Prieto observó que el puente peatonal que da a la portería de la U. de A., se reemplazará por cruces con semáforos y cebras. El contrato señala que el puente genera “extra recorridos para los peatones” y pone en “riesgo a las personas en condición de movilidad reducida, pues no cuenta con accesibilidad universal”.

Sobre este aspecto, Mauricio Mesa, activista de la bicicleta y coordinador del colectivo Siclas, subrayó que esta decisión de remover el puente es fundamental, toda vez que estos pasos “son antipeatonales porque privilegian al tráfico automotor, ponen al peatón a triplicar su trayecto cuando lo normal es atravesar una calle”.

El desmonte del puente pese a ser una medida más inclusiva en cuanto a accesibilidad, tiene algunos detractores. Felipe Romero, estudiante de la U. de A., expresó que el puente es fundamental para el paso, pues las cebras no suelen ser respetadas por los conductores.

“Es el caso del paso peatonal en la esquina de Ferrocarril con Barranquilla, donde hay semáforos, pero eso no impide que sea invadido por buses, motos y carros. Es un verdadero peligro, casi que mortal, cruzar la calle. Un puente elevado asegura pasar con vida”.

¿Conexión inconclusa?

Por otro lado, aunque la obra fue celebrada por Mesa, el activista señaló que esto no significa conexión total entre las dos universidades, porque faltaría el tramo que lleve desde Punto Cero hasta una de las porterías de la Universidad Nacional.

“Es importante en el sentido que es el segundo paso directo y segregado de otros vehículos sobre el río que permite la circulación de bicicletas. El único era el de la calle San Juan, pero compartido con peatones, lo cual genera un riesgo para ellos”, dijo.

Mesa manifestó que lo ideal es que la nueva administración lidere la conclusión de esta conexión para tener una verdadera red para los ciclistas y no como la actual que es “incipiente”.

Prieto indicó que el ideal sigue siendo que las dos universidades tengan un circuito de ciclorrutas alrededor de sus sedes y que se integren a otros corredores desde los que para ir hacia el norte o sur del Aburrá no haya que compartir vía con carros y motos.

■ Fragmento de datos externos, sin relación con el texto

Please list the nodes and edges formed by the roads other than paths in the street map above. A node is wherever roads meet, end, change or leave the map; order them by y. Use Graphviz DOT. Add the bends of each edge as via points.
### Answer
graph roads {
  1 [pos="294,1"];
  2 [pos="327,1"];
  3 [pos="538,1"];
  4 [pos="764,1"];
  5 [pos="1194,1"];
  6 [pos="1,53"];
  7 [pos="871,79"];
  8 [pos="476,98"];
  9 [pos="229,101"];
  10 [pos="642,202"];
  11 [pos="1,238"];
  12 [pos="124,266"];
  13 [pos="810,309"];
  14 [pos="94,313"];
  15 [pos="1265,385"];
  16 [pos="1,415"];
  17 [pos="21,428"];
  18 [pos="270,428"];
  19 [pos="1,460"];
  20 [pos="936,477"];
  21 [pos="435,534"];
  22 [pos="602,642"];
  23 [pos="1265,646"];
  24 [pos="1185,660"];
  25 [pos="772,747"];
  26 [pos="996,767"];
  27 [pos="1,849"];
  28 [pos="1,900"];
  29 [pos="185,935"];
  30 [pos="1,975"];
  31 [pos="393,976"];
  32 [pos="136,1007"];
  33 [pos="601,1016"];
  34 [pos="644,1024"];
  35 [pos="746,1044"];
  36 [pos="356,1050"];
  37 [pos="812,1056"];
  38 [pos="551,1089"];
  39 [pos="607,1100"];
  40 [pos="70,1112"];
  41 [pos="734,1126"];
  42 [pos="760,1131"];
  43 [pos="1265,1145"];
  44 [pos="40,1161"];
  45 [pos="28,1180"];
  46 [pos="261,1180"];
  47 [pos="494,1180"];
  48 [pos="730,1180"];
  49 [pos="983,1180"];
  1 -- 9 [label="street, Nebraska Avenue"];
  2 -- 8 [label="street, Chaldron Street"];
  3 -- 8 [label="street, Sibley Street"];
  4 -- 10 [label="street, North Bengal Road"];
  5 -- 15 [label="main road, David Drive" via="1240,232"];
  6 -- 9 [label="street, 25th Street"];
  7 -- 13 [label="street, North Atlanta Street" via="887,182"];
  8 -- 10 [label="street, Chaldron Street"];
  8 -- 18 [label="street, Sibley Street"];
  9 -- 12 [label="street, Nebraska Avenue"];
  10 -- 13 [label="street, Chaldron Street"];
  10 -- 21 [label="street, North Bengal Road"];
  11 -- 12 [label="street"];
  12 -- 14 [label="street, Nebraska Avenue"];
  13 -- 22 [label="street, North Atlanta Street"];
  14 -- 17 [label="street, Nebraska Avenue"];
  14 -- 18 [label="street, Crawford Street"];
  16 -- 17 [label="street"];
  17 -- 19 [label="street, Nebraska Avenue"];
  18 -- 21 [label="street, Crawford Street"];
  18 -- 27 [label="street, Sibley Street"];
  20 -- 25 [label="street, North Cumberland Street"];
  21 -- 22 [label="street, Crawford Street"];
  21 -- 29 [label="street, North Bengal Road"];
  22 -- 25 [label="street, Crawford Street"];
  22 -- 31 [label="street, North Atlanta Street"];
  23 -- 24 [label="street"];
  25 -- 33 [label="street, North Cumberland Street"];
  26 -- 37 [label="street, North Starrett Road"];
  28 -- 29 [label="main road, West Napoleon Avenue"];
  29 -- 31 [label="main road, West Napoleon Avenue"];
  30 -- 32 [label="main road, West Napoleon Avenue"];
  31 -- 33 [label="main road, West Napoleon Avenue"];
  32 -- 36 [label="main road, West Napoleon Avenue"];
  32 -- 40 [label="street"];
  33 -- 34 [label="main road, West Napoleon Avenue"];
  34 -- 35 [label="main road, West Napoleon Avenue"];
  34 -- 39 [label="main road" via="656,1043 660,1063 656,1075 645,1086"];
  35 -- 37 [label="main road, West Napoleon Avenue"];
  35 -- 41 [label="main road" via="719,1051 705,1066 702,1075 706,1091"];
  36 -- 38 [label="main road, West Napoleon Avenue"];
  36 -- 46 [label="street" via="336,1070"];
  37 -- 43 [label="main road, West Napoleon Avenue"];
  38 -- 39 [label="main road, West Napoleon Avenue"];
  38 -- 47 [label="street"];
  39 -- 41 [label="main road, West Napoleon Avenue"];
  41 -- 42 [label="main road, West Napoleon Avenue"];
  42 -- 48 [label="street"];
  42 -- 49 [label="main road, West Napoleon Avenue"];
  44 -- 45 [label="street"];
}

Mesa sugirió reforzar la seguridad en la zona, pues en Punto Cero y el puente de Barranquilla ocurren muchos atracos. “Es complejo cruzar por allí por falta de vigilancia. Eso debe mejorar” .


CONTEXTO DE LA NOTICIA

PARÉNTESIS LAS CICLORRUTAS QUE DEJA EL AMVA

La meta del Área Metropolitana era dejar 100 kilómetros de ciclorrutas para el Aburrá. Según el saliente director Eugenio Prieto, en ejecución estaban 60 kilómetros. Los problemas para alcanzar los objetivos, dijo el exfuncionario, son los trámites con las secretarías de planeación que se dilatan en muchos casos. No obstante, Prieto anotó que los 40 km restantes de la meta están diseñados y financiados.